- RAW DATA -
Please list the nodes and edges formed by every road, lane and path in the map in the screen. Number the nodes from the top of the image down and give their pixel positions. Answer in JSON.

...

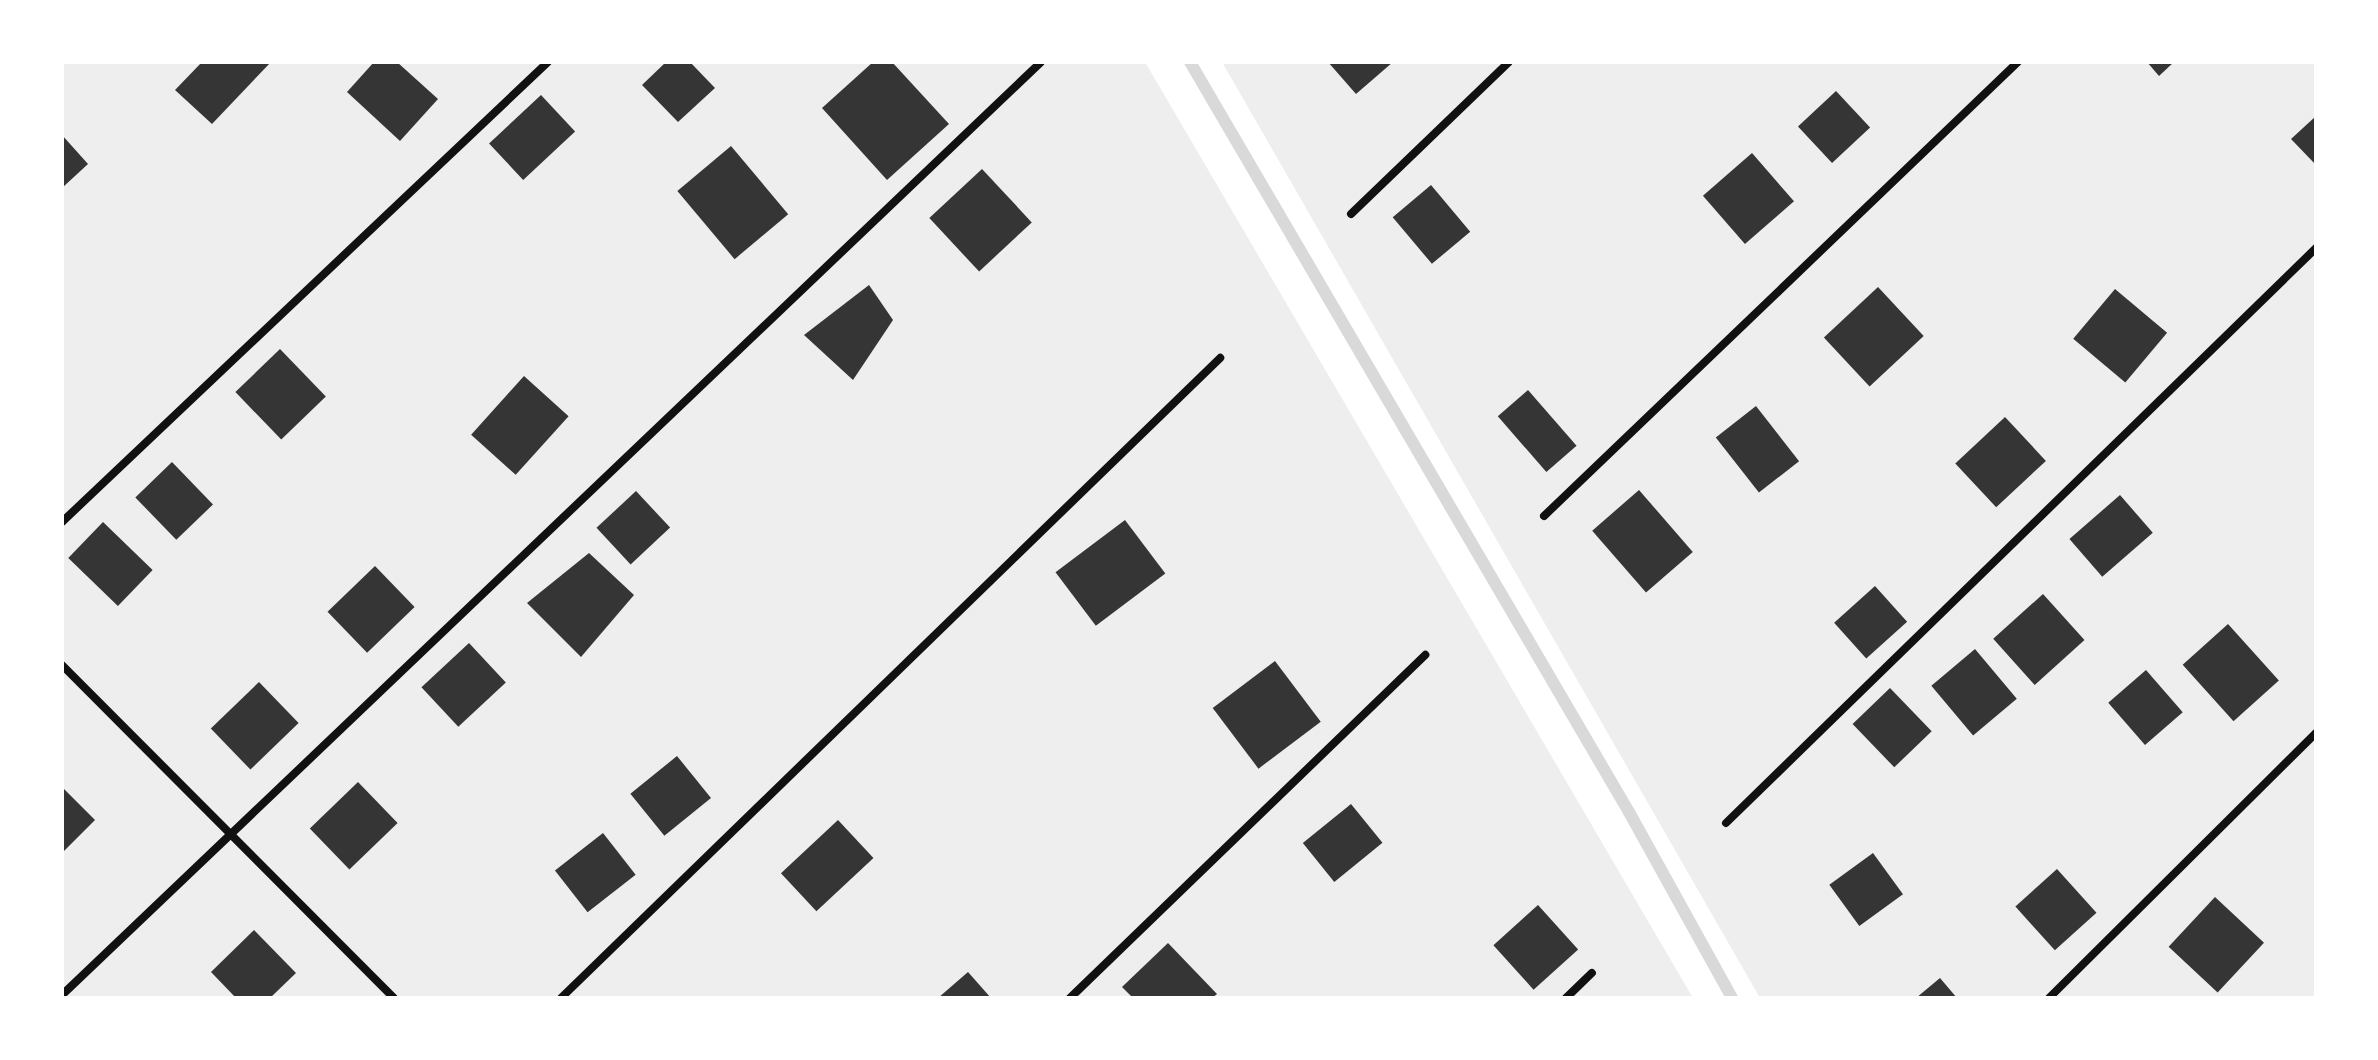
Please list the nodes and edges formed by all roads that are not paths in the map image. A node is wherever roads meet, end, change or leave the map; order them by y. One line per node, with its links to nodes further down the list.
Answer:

* * *

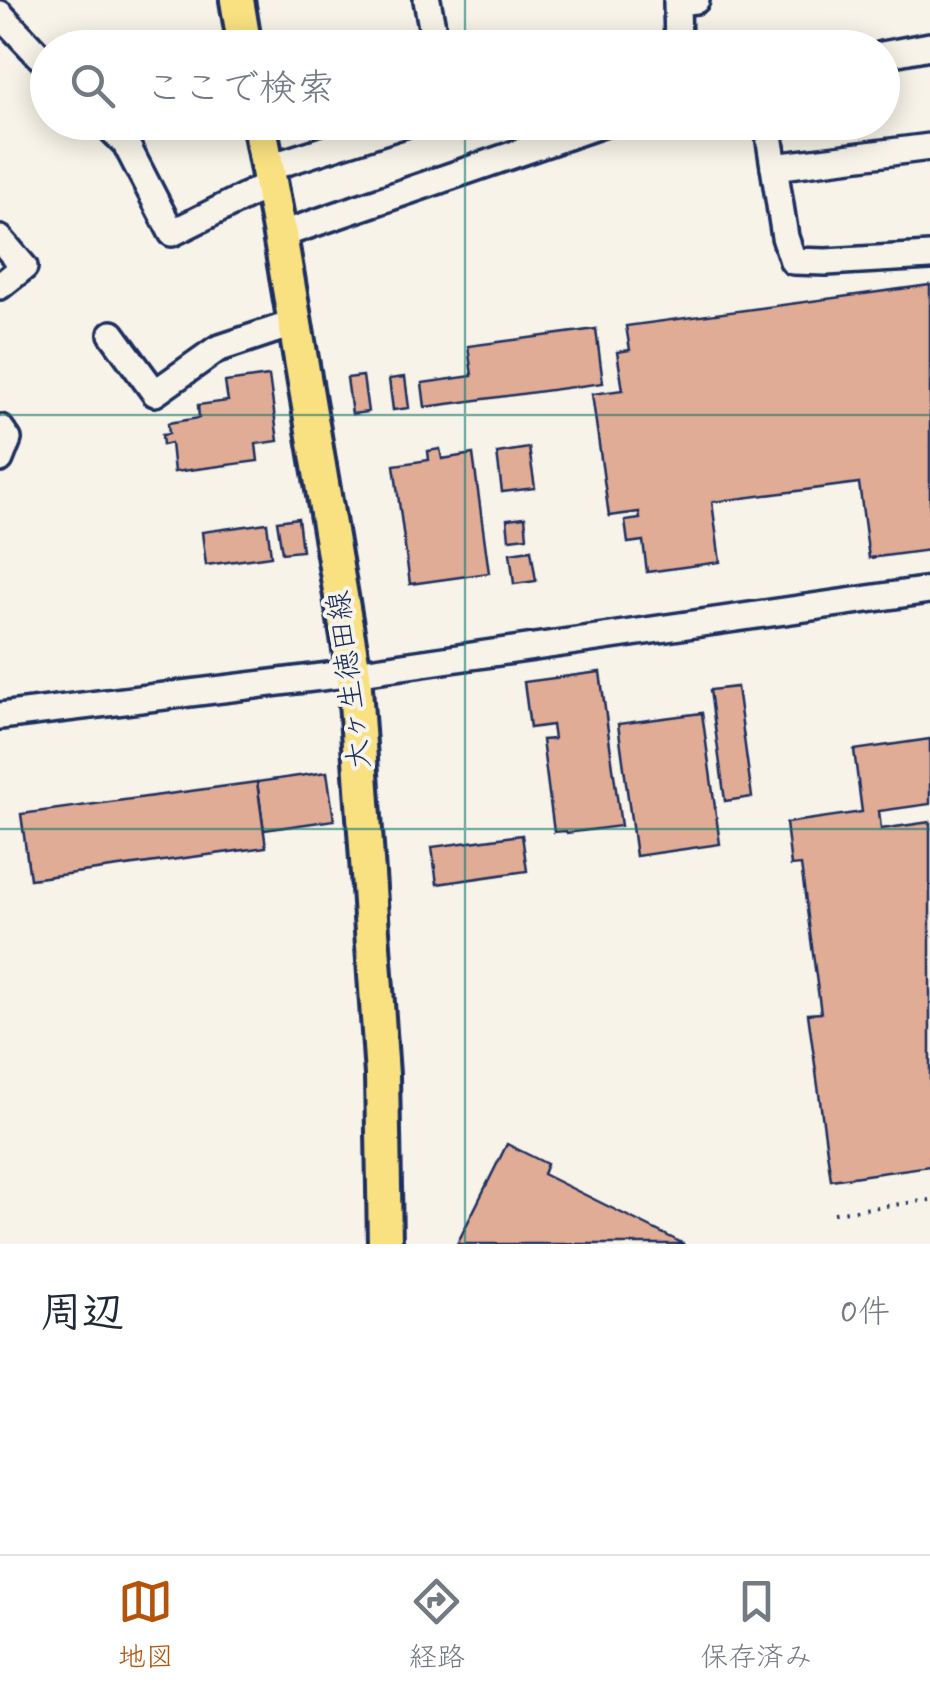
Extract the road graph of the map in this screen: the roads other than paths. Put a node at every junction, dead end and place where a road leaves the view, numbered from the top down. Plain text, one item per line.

- WHAT YOU HAVE TO DO -
Lines containing the string "from" in the entries above should be counted. State that number alone.

- TASK OUTPUT -
2